# Gerhard K wird ein Jahr älter



## rostiger Nagel (28 November 2009)

Hallo Gerhard,
ich wünsche dir alles gute zu deinem Geburtstag.

gruß helmut


----------



## marlob (28 November 2009)

Auch von mir alles Gute


----------



## Rainer Hönle (28 November 2009)

Auch von mir alles Gute zum Geburtstag. Feier schön an diesem schönen Samstag.


----------



## zotos (28 November 2009)

Helmut_von_der_Reparatur schrieb:


> und auch dieses Thema ist seit über 2 jahren abgeschlossen, suche
> doch mal etwas frisches...der Gerhard K hat heute Geburtstag, nimm
> das und gratuliere einfach mal, dann bis du "up to date"...

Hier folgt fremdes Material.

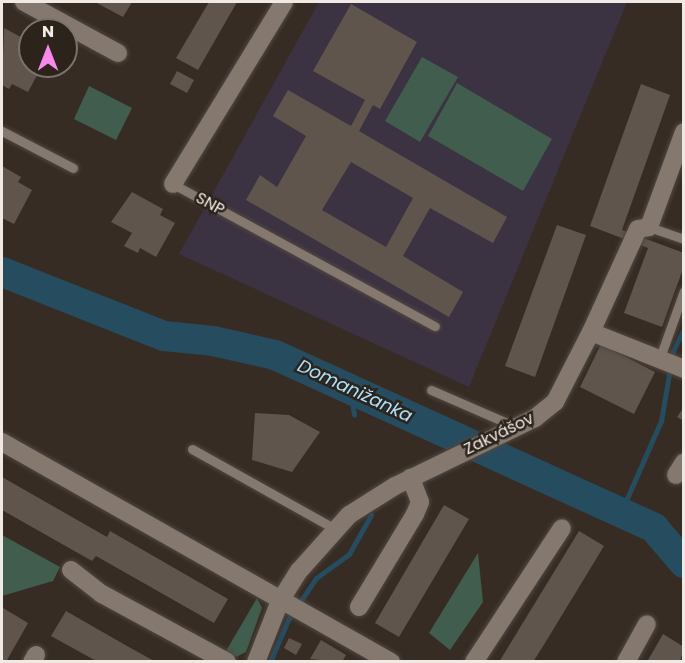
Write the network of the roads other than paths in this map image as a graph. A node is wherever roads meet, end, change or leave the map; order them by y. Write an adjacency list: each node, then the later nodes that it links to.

Nach dem Helmut nun schon in anderen Thread Werbung für Deinen Geburtstag mach:

Alles Gute Gerhard K, feier schön!


----------



## crash (28 November 2009)

Von mir auch alles Gute zum Geburtstag!


----------



## Lipperlandstern (28 November 2009)

Herzlichen Glückwunsch und Alles Gute


----------



## Kieler (28 November 2009)

Ich hoffe Du bist schon schön beim feiern.

Alles Gute.

:sm20:


----------



## Larry Laffer (28 November 2009)

Kieler schrieb:


> Ich hoffe Du bist schon schön beim feiern.
> 
> Alles Gute.
> 
> :sm20:



... dem kann ich mich nur anschliessen ...

Auch von mir *Alles Gute* und ein :sm20: ...


----------



## Jan (28 November 2009)

Auch von mir alles Gute zum Geburtstag.
:s11: :s10: :s2: :sm20:


----------



## Pizza (28 November 2009)

Hallo Gerfard
Von mir noch alles Gute zum Geburtstag.


----------



## MW (28 November 2009)

Ich wünsche dir auch alles gute zum Geburtstag !!


----------



## waldy (30 November 2009)

Hi Gerhard,
ein bischen mit Verspätung, wie eine letzte Bit in ganze Register 
Und alles Gute von mir zum Geburtstag.

gruß waldy


----------



## Kai (30 November 2009)

Auch von mir nachträglich alles Gute zum Geburtstag.

:sm20:

Gruß Kai


----------